Das sieht man auch daran, dass Emotionen unter Erwachsenen einer rationalen Beurteilung und Bewertung offenstehen. Emotionen können etwa angemessen oder unangemessen sein – beispielsweise ist es unangemessen, während einer Trauerfeier heiter zu sein. Emotionen können auch durch Gründe gerechtfertigt sein – beispielsweise ist der Hass eines späteren Selbstmordattentäters auf diejenigen, die mit einer Drohne seine Familie umgebracht haben, durchaus gerechtfertigt, während zugleich sein Hass auf unschuldige Unbeteiligte ungerechtfertigt ist.

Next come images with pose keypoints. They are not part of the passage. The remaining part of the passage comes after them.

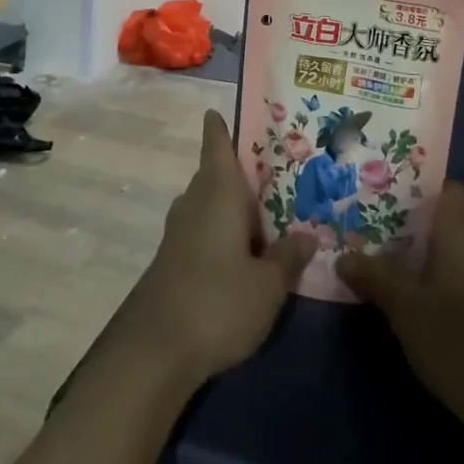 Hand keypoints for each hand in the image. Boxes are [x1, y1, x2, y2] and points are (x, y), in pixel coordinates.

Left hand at [111, 111, 314, 388]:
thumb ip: (289, 257)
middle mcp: (195, 202)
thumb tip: (308, 235)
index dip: (219, 127)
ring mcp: (178, 233)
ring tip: (267, 214)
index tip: (218, 111)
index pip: (216, 144)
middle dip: (240, 174)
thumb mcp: (268, 285)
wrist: (154, 353)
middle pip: (215, 175)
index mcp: (218, 191)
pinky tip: (243, 253)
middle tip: (276, 173)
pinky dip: (223, 232)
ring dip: (232, 207)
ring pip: (209, 205)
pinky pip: (203, 230)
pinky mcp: (172, 261)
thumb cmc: (218, 302)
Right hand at [337, 181, 463, 432]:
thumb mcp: (404, 308)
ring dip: (439, 259)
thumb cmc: (456, 340)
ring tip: (403, 274)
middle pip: (453, 220)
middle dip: (420, 229)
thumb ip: (374, 277)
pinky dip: (457, 282)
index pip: (447, 188)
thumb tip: (344, 257)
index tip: (388, 203)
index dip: (419, 191)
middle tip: (384, 240)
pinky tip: (436, 308) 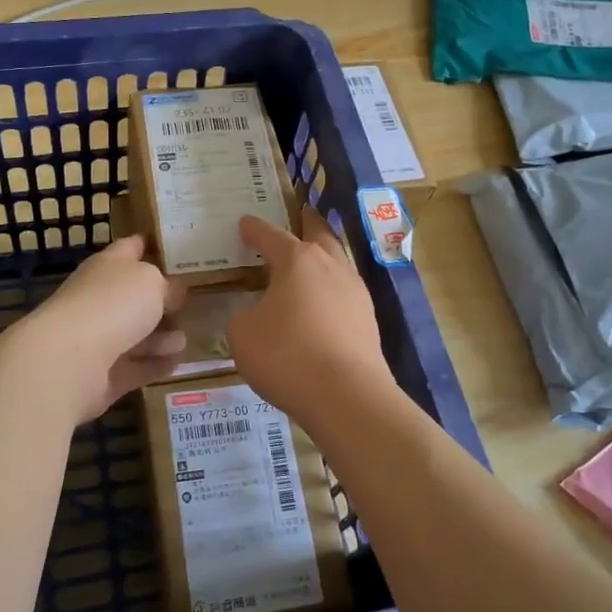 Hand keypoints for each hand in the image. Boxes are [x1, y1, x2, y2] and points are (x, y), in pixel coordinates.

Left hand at [11, 236, 186, 423]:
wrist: (69, 360)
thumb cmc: (112, 304)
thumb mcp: (152, 282)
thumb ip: (167, 285)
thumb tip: (174, 291)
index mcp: (107, 266)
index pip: (131, 247)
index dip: (150, 244)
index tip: (175, 245)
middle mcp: (99, 298)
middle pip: (133, 295)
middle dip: (160, 298)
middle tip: (193, 300)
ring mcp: (97, 338)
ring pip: (135, 333)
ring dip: (161, 335)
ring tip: (188, 336)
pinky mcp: (101, 374)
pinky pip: (134, 367)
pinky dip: (154, 364)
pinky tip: (177, 362)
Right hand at [227, 209, 391, 425]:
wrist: (347, 396)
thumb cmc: (286, 355)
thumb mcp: (243, 335)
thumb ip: (244, 317)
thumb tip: (256, 316)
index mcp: (297, 260)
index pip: (270, 235)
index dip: (254, 229)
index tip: (245, 223)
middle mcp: (330, 266)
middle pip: (319, 234)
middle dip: (307, 223)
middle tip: (300, 215)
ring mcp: (355, 291)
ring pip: (337, 262)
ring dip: (322, 257)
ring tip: (309, 262)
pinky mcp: (368, 320)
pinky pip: (344, 293)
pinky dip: (330, 290)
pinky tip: (321, 304) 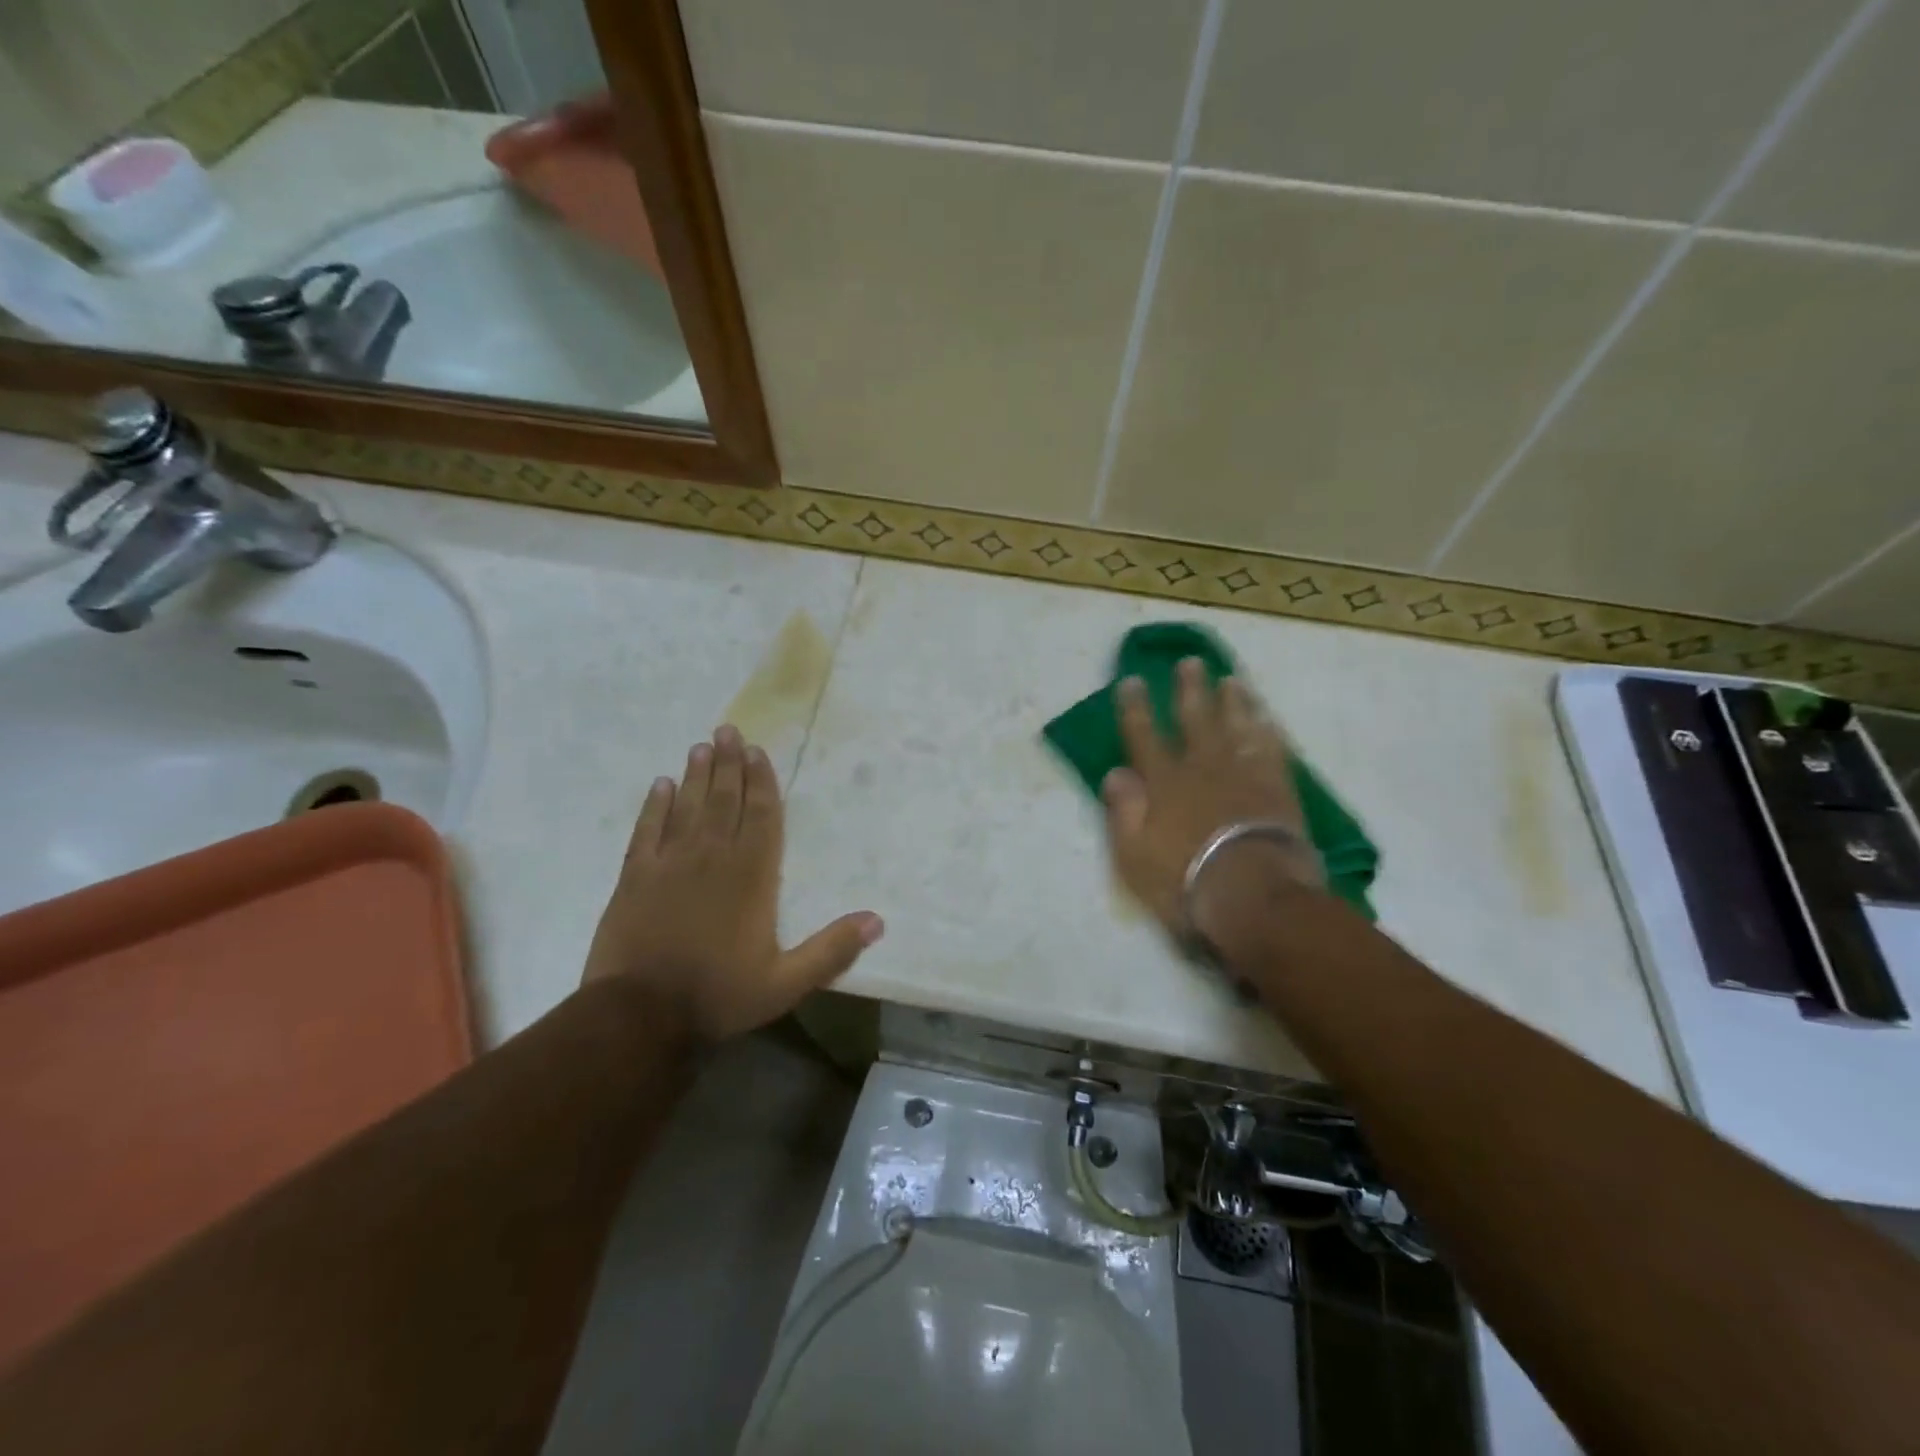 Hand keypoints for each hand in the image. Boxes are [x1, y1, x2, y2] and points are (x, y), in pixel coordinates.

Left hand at [582, 725, 883, 1042]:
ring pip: (687, 807)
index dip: (761, 782)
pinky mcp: (635, 877)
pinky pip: (647, 830)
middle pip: (724, 800)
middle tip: (727, 730)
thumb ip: (831, 950)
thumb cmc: (718, 995)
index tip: (757, 752)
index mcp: (751, 877)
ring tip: (701, 746)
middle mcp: (712, 858)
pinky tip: (660, 785)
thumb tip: (878, 921)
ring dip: (696, 776)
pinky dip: (654, 806)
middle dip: (728, 764)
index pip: (761, 817)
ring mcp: (670, 864)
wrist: (639, 1016)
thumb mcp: (786, 983)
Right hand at [1101, 660, 1323, 940]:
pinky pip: (1272, 748)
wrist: (1253, 894)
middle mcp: (1202, 766)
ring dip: (1232, 701)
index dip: (1135, 707)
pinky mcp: (1278, 786)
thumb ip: (1123, 810)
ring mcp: (1244, 773)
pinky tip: (1267, 718)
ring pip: (1237, 725)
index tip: (1132, 681)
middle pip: (1194, 718)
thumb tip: (1115, 772)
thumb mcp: (1133, 854)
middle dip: (1189, 689)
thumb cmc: (1184, 879)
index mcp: (1162, 781)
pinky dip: (1268, 730)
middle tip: (1190, 662)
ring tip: (1231, 679)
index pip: (1143, 735) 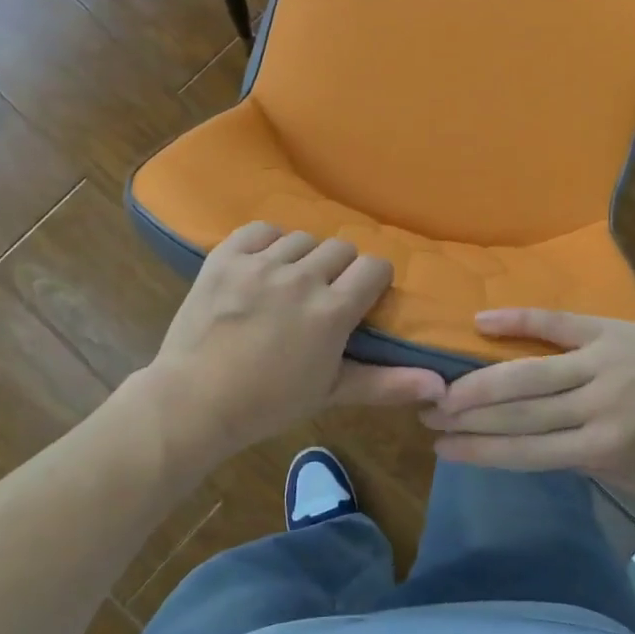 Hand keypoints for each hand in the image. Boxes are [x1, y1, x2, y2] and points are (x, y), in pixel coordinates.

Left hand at [141, 222, 445, 462]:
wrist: (193, 401)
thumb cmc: (267, 404)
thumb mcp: (330, 392)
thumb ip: (387, 383)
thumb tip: (440, 385)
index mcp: (332, 311)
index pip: (373, 267)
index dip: (372, 280)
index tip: (361, 297)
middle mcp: (301, 278)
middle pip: (340, 248)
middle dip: (338, 270)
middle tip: (321, 296)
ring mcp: (260, 264)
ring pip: (302, 238)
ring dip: (302, 257)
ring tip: (287, 283)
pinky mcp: (226, 256)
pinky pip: (260, 230)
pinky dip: (266, 244)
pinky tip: (261, 266)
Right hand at [420, 309, 634, 496]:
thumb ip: (586, 463)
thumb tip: (535, 443)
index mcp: (603, 449)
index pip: (526, 452)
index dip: (479, 451)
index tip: (441, 449)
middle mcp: (595, 406)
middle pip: (518, 412)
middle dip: (467, 417)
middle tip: (427, 413)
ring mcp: (601, 363)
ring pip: (528, 372)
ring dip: (480, 380)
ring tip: (442, 384)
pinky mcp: (610, 331)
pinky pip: (557, 324)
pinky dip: (518, 321)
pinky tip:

Daran erkennen wir, dass Emotionen üblicherweise nicht als etwas angesehen werden, das einfach so über uns kommt und jenseits unserer bewussten Kontrolle steht. Wenn dem so wäre, müssten Emotionen außerhalb unserer diskursiven Praktiken des Rechtfertigens und normativen Beurteilens stehen. Insbesondere zeigen diese diskursiven Praktiken auch, dass Emotionen keine Ursachen sind: Wir haben es im Allgemeinen in der Hand, welchen Emotionen wir durch unsere Handlungen Ausdruck verleihen und welche wir bewusst unterdrücken.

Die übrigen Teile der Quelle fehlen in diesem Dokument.